Opcode and ModRM for 'call dword ptr [mem32]' question?

3
votes

Why can't you call a pointer address from the EBP register? What I mean by this is demonstrated in the follow code pattern.

  1. OpCode: '0xFF 0x10' -> CALL DWORD PTR DS:[EAX]
  2. OpCode: '0xFF 0x11' -> CALL DWORD PTR DS:[ECX]
  3. OpCode: '0xFF 0x12' -> CALL DWORD PTR DS:[EDX]
  4. OpCode: '0xFF 0x13' -> CALL DWORD PTR DS:[EBX]
  5. OpCode: '0xFF 0x14' -> CALL DWORD PTR SS:[ESP+EDI]
  6. OpCode: '0xFF 0x15 0x012345678' -> CALL DWORD PTR DS:[0x012345678]
  7. OpCode: '0xFF 0x16' -> CALL DWORD PTR DS:[ESI]
  8. OpCode: '0xFF 0x16' -> CALL DWORD PTR DS:[EDI]
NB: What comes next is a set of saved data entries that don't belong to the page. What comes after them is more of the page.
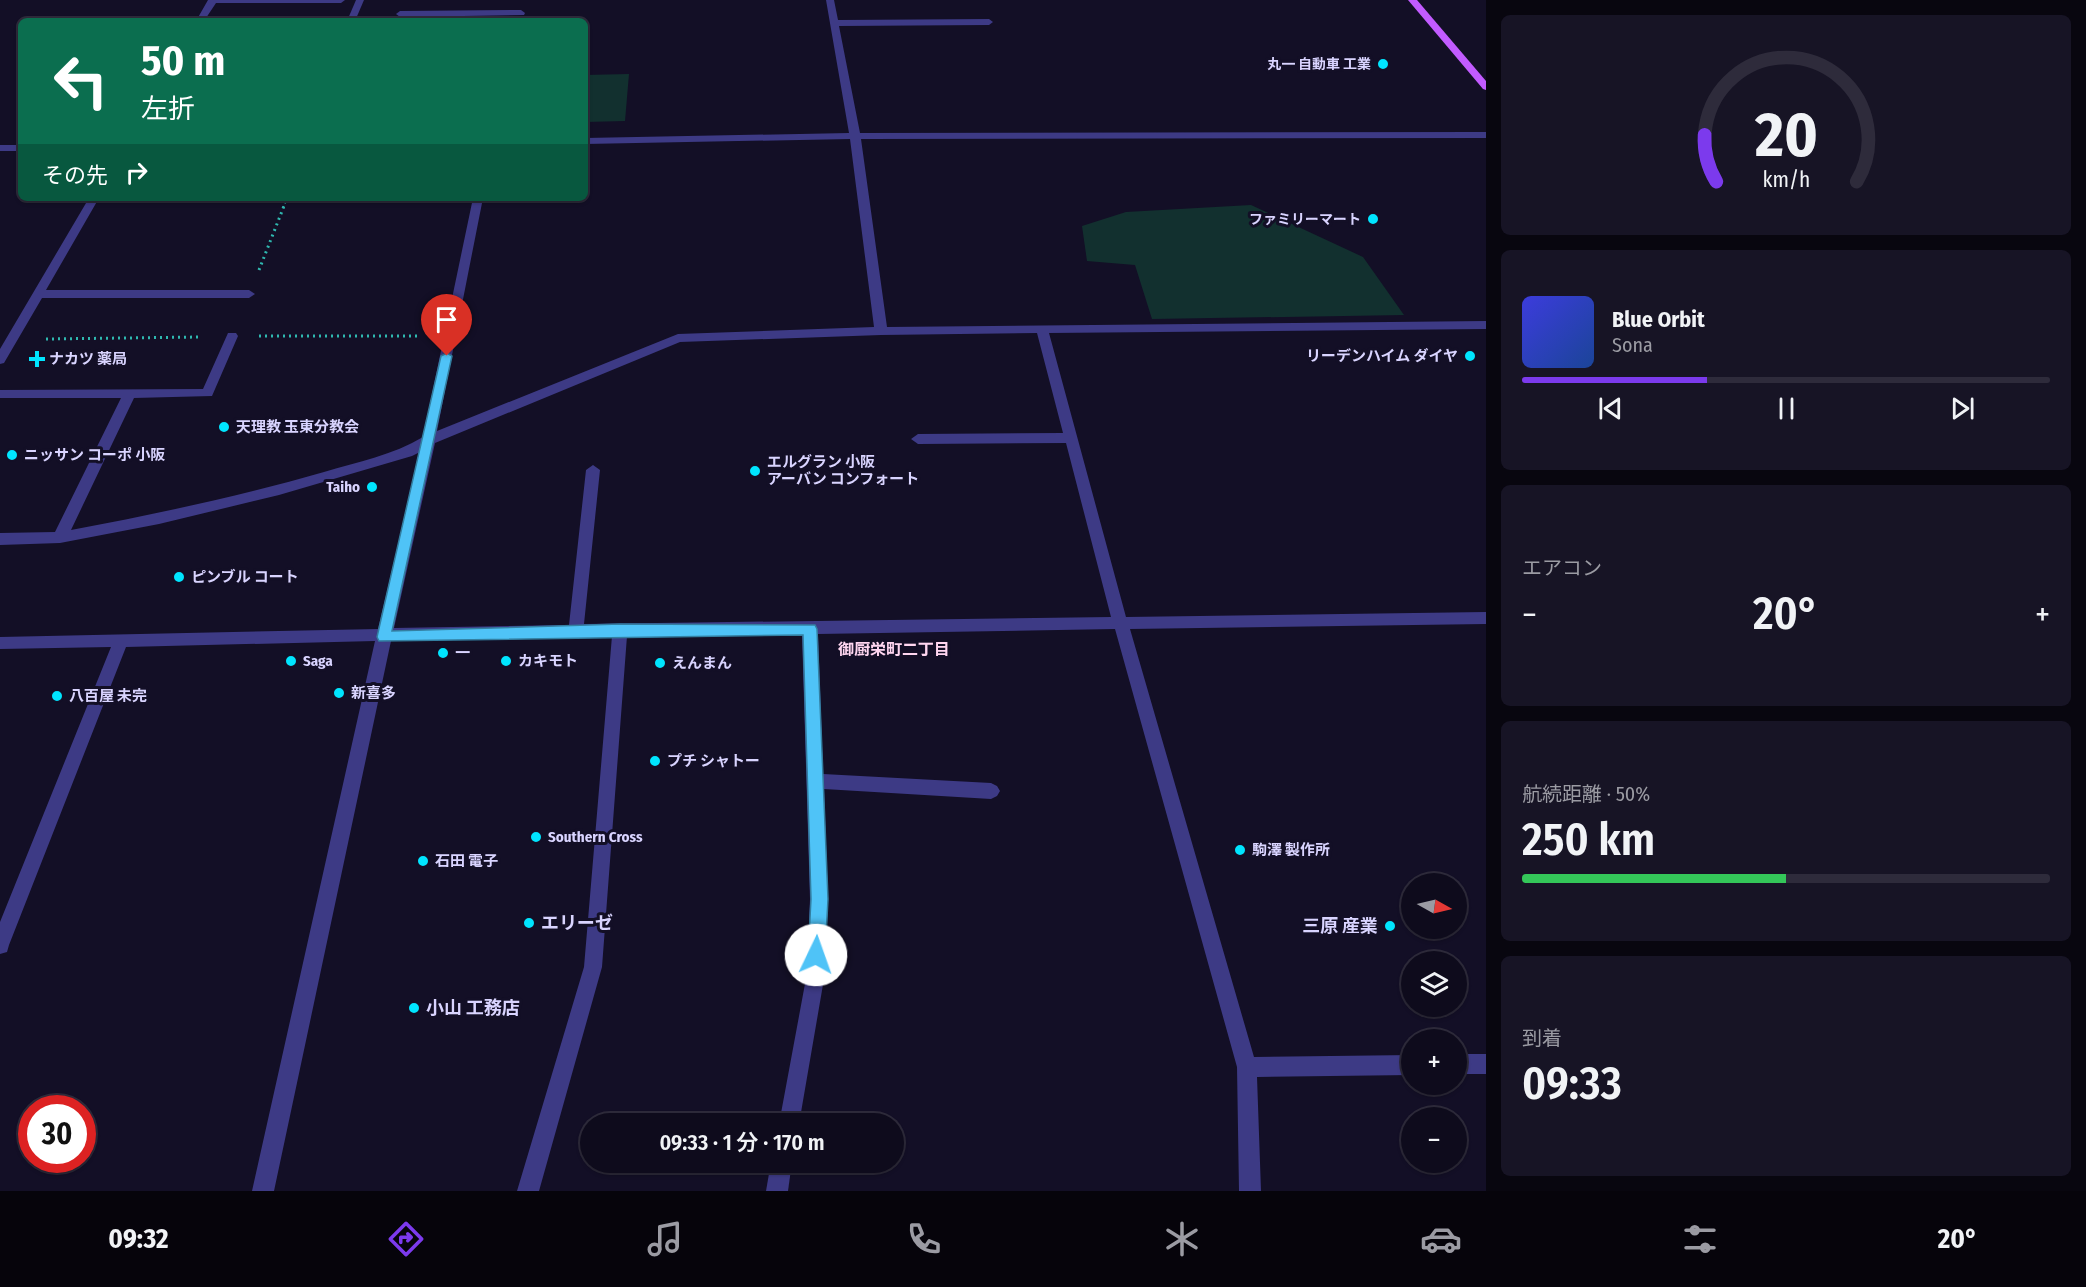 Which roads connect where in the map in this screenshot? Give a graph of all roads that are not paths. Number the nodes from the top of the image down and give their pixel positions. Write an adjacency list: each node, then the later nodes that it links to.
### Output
1 (212, 0): 2 (street); 9 (street)
2 (341, 0)
3 (360, 0): 10 (street)
4 (524, 0): 8 (street)
5 (830, 0): 12 (street)
6 (1412, 0): 13 (main road)
7 (400, 14): 8 (street)
8 (520, 17)
9 (202, 18)
10 (352, 18)
11 (989, 22): 12 (street)
12 (835, 23): 14 (street)
13 (1486, 87)
14 (855, 135): 15 (street); 16 (street); 25 (street)
15 (1486, 135)
16 (588, 141)
17 (0, 148): 18 (street)
18 (18, 148)
19 (92, 201): 21 (street)
20 (477, 201): 32 (street)
21 (38, 294): 22 (street); 27 (street)
22 (249, 294)
23 (1486, 325): 24 (street)
24 (1042, 330): 25 (street); 30 (street)
25 (881, 331): 32 (street)
26 (232, 336): 28 (street)
27 (0, 360)
28 (130, 393): 29 (street); 34 (street)
29 (0, 394)
30 (1071, 438): 31 (street); 37 (street)
31 (918, 439)
32 (429, 440): 34 (street); 41 (street)
33 (593, 470): 40 (street)
34 (60, 537): 35 (street)
35 (0, 539)
36 (1486, 618): 37 (street)
37 (1121, 625): 38 (street); 50 (street)
38 (810, 629): 39 (street); 44 (street)
39 (620, 630): 40 (street); 54 (street)
40 (576, 631): 41 (street)
41 (384, 637): 42 (street); 53 (street)
42 (122, 640): 43 (street); 46 (street)
43 (0, 644)
44 (814, 781): 45 (street); 51 (street)
45 (991, 791)
46 (0, 945)
47 (1467, 1064): 48 (street)
48 (1486, 1064)
49 (1401, 1065): 50 (street)
50 (1247, 1067): 56 (street)
51 (791, 1113)
52 (780, 1173): 55 (street)
53 (263, 1191)
54 (528, 1191)
55 (777, 1191)
56 (1250, 1191)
'5' is noted in "Intel Instruct manual" but '6' is never directly referred to and it is never explicitly stated that you cannot call it from the EBP register. I know this isn't a useless feature but I was wondering why Intel choose those two registers to utilize, was it just a design choice or is their something I am missing? (I have a guess but I'm curious what the real reason is.)

1
assemblyopcode

1 Answers

4
votes

You can call via EBP, its just encoded differently. You need the sequence

0xff 0x55 0x00

The thing is that there's no way to encode EBP without an offset (the above specifies EBP with a byte offset of 0), as the encoding that you'd normally expect to be EBP without an offset (0x15) instead means 32-bit absolute.

Also note your 0xff 0x14 example -- in that case there's a 3rd byte (a SIB byte) that encodes a base register, index register, and a scale factor. ESP+EDI like your example has a 3rd byte of 0x3c -- you want the 3rd byte to be 0x24 to get just ESP

As to why they chose EBP and ESP as the registers that can't be encoded simply, its because ESP is the stack pointer (so is normally accessed by push/pop instructions) while EBP is the frame pointer, so you rarely want to dereference it directly without an offset. At least that was the case when the 80386 was designed.